Joe Moran

Personal information
- Native name: Seosamh Ó Moráin (Irish)
- Born: 1987 (age 38–39) Carrigaline, County Cork

Sport
- Sport: Hurling
- Position: Corner-back

Club
- Years: Club
- 2005–: Carrigaline

Inter-county
- Years: County / Apps (scores)
- 2009: Cork / 0 (0–0)

Inter-county titles
- Munster titles: 0
- All-Irelands: 0

= Joe Moran (hurler) =

Irish hurler

Joe Moran (born 1987 in Carrigaline, County Cork) is an Irish inter-county hurler. At club level he plays with Carrigaline, and at county level he plays with the Cork senior team.

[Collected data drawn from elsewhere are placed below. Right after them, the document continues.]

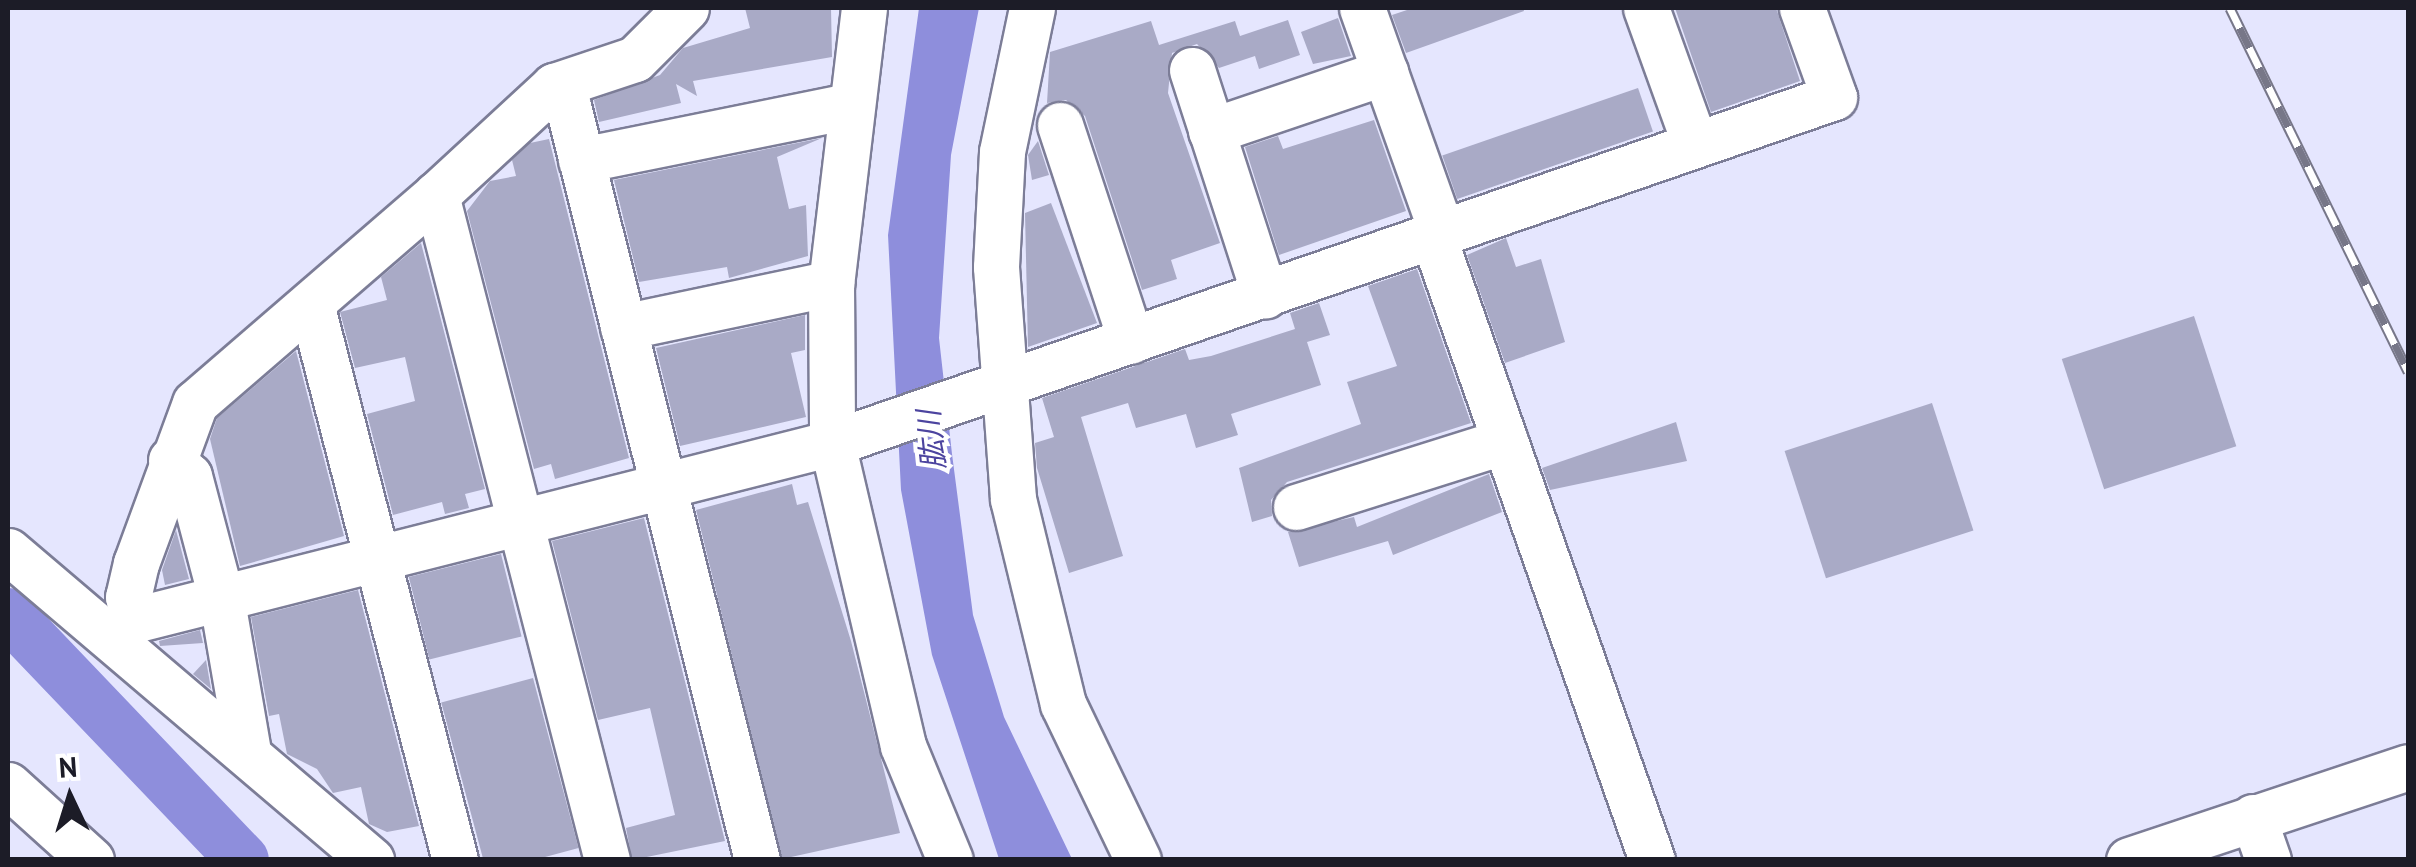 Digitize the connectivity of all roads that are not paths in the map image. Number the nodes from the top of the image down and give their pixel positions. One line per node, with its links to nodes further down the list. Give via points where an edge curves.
1 (686, 8): 9 (street, via 635,59)
2 (864, 8): 10 (street)
3 (1032, 8): 22 (street, via 1002,152)
4 (1362, 8): 8 (street)
5 (1646, 8): 13 (street)
6 (1802, 8): 13 (street, via 1834,97)
7 (1192, 70): 12 (street)
8 (1385, 72): 12 (street); 16 (street)
9 (554, 86): 14 (street); 15 (street)
10 (846, 107): 14 (street); 17 (street)
11 (1060, 124): 21 (street)
12 (1211, 131): 18 (street)
13 (1695, 144): 16 (street)
14 (582, 160): 20 (street)
15 (436, 195): 19 (street); 28 (street)
16 (1438, 238): 18 (street); 24 (street)
17 (830, 282): 20 (street); 23 (street)
18 (1265, 296): 21 (street)
19 (311, 304): 25 (street, via 195,403); 30 (street)
20 (623, 328): 26 (street)
21 (1131, 341): 22 (street)
22 (999, 385): 23 (street); 43 (street, via 1013,499 1063,704)
23 (849, 437): 26 (street); 42 (street, via 903,746)
24 (1505, 441): 27 (street); 44 (street)
25 (171, 460): 31 (street, via 189,476); 32 (street, via 128,596)
26 (663, 489): 28 (street); 41 (street)
27 (1296, 507)
28 (524, 527): 30 (street); 40 (street)
29 (8, 551): 32 (street)
30 (377, 563): 31 (street); 39 (street)
31 (222, 601): 32 (street); 33 (street)
32 (137, 641): 33 (street)
33 (248, 751): 38 (street)
34 (2408, 768): 36 (street)
35 (8, 786): 37 (street)
36 (2253, 817): 45 (street); 46 (street)
37 (91, 860)
38 (372, 860)
39 (455, 860)
40 (607, 860)
41 (757, 860)
42 (950, 860)
43 (1138, 860)
44 (1652, 860)
45 (2129, 860)
46 (2268, 860) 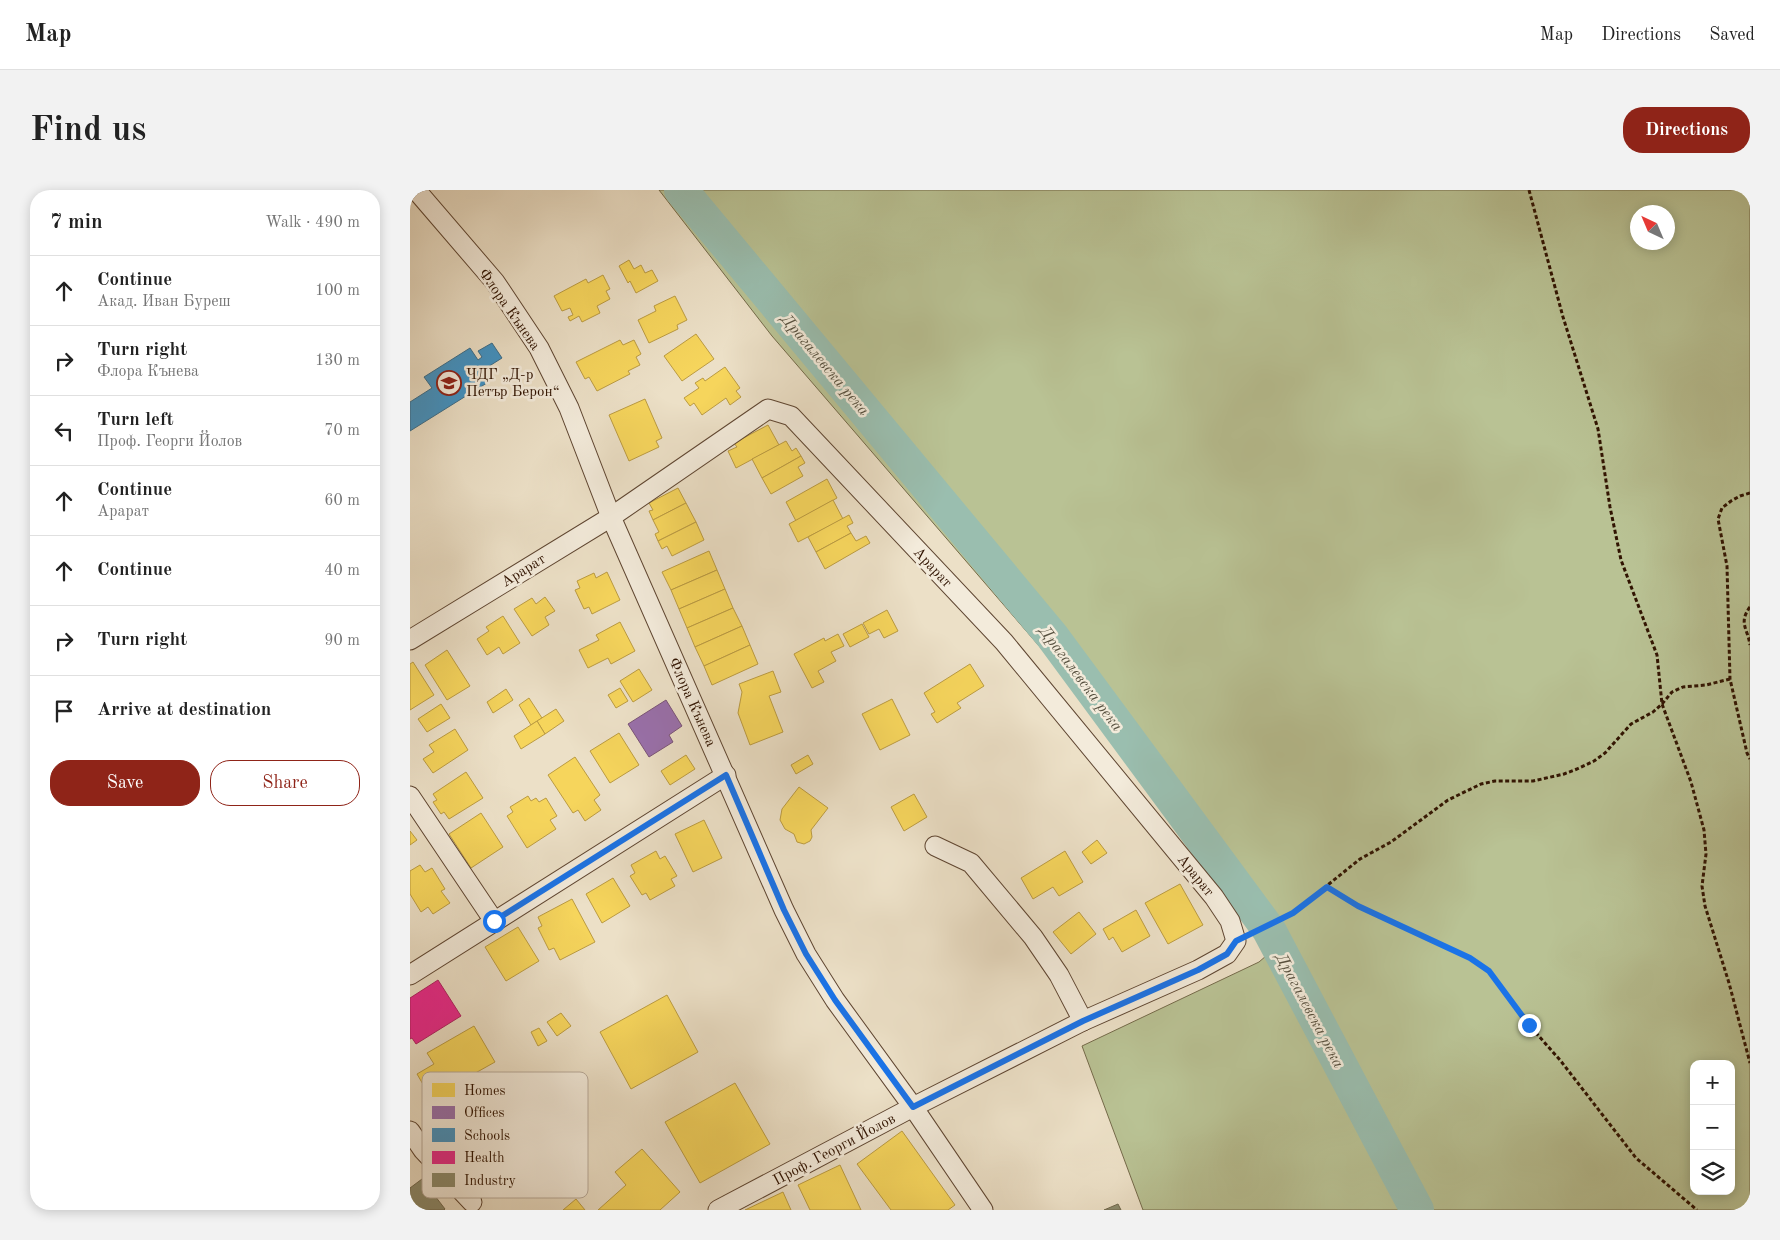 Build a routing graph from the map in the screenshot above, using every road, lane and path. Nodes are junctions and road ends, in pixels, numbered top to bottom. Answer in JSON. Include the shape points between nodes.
{"nodes":[{"id":1,"x":416,"y":190,"type":"edge"},
{"id":2,"x":1528,"y":190,"type":"edge"},
{"id":3,"x":1750,"y":493,"type":"edge"},
{"id":4,"x":611,"y":517,"type":"junction"},
{"id":5,"x":1750,"y":607,"type":"edge"},
{"id":6,"x":410,"y":640,"type":"edge"},
{"id":7,"x":1750,"y":645,"type":"edge"},
{"id":8,"x":1730,"y":679,"type":"junction"},
{"id":9,"x":1662,"y":704,"type":"junction"},
{"id":10,"x":1750,"y":758,"type":"edge"},
{"id":11,"x":726,"y":775,"type":"junction"},
{"id":12,"x":410,"y":796,"type":"edge"},
{"id":13,"x":935,"y":846,"type":"dead end"},
{"id":14,"x":1327,"y":887,"type":"junction"},
{"id":15,"x":494,"y":921,"type":"junction"},
{"id":16,"x":1236,"y":941,"type":"junction"},
{"id":17,"x":410,"y":975,"type":"edge"},
{"id":18,"x":1083,"y":1021,"type":"junction"},
{"id":19,"x":1750,"y":1063,"type":"edge"},
{"id":20,"x":913,"y":1107,"type":"junction"},
{"id":21,"x":410,"y":1131,"type":"edge"},
{"id":22,"x":422,"y":1149,"type":"edge"},
{"id":23,"x":468,"y":1198,"type":"edge"},
{"id":24,"x":472,"y":1202,"type":"dead end"},
{"id":25,"x":718,"y":1210,"type":"edge"},
{"id":26,"x":983,"y":1210,"type":"edge"},
{"id":27,"x":1697,"y":1210,"type":"edge"}],
"edges":[{"from":1,"to":4,"type":"street","name":"Флора Кънева","via":[[494,282],[539,348],[569,408]]},
{"from":2,"to":9,"type":"path","via":[[1598,429],[1620,560],[1657,655]]},
{"from":3,"to":8,"type":"path","via":[[1726,505],[1718,519],[1727,566]]},
{"from":4,"to":6,"type":"street","name":"Арарат"},
{"from":4,"to":11,"type":"street","name":"Флора Кънева"},
{"from":4,"to":16,"type":"street","name":"Арарат","via":[[768,409],[791,416],[1004,642],[1214,897],[1230,922]]},
{"from":5,"to":7,"type":"path","via":[[1744,619]]},
{"from":8,"to":9,"type":"path","via":[[1683,687],[1672,692]]},
{"from":8,"to":10,"type":"path"},
{"from":9,"to":14,"type":"path","via":[[1631,724],[1594,761],[1564,774],[1533,781],[1481,784],[1448,800],[1390,842],[1360,859]]},
{"from":9,"to":19,"type":"path","via":[[1691,782],[1704,830],[1706,854],[1702,886]]},
{"from":11,"to":15,"type":"street"},
{"from":11,"to":20,"type":"street","name":"Флора Кънева","via":[[806,954],[840,1007]]},
{"from":12,"to":15,"type":"street"},
{"from":13,"to":18,"type":"street","via":[[971,863],[1034,938],[1059,975]]},
{"from":14,"to":16,"type":"path","via":[[1293,913]]},
{"from":14,"to":27,"type":"path","via":[[1358,906],[1470,958],[1489,971],[1636,1158]]},
{"from":15,"to":17,"type":"street"},
{"from":16,"to":18,"type":"street","via":[[1227,954],[1198,970]]},
{"from":18,"to":20,"type":"street","name":"Проф. Георги Йолов"},
{"from":20,"to":25,"type":"street","name":"Проф. Георги Йолов"},
{"from":20,"to":26,"type":"street","name":"Флора Кънева"},
{"from":21,"to":22,"type":"street"},
{"from":23,"to":24,"type":"street"}]}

Moran played at underage level for Cork and played with Cork in the 2006 All-Ireland Minor Hurling Championship, winning the Munster championship.
In 2008, he was a key player for Carrigaline as they won the Cork Intermediate Hurling Championship, being described as the team defence's "bedrock". Moran was among the players who were called up to the Cork senior squad by Gerald McCarthy for the 2009 National Hurling League when the 2008 squad refused to play under McCarthy, having featured in the pre-season Waterford Crystal tournament. He did not start for Cork in their first match, a loss to Dublin, but was drafted in at right half-back for the second game, against Tipperary. Along with Craig Leahy and Glenn O'Connor, he was praised for a "steady" performance; however, he only played 26 minutes in the next game, against Galway.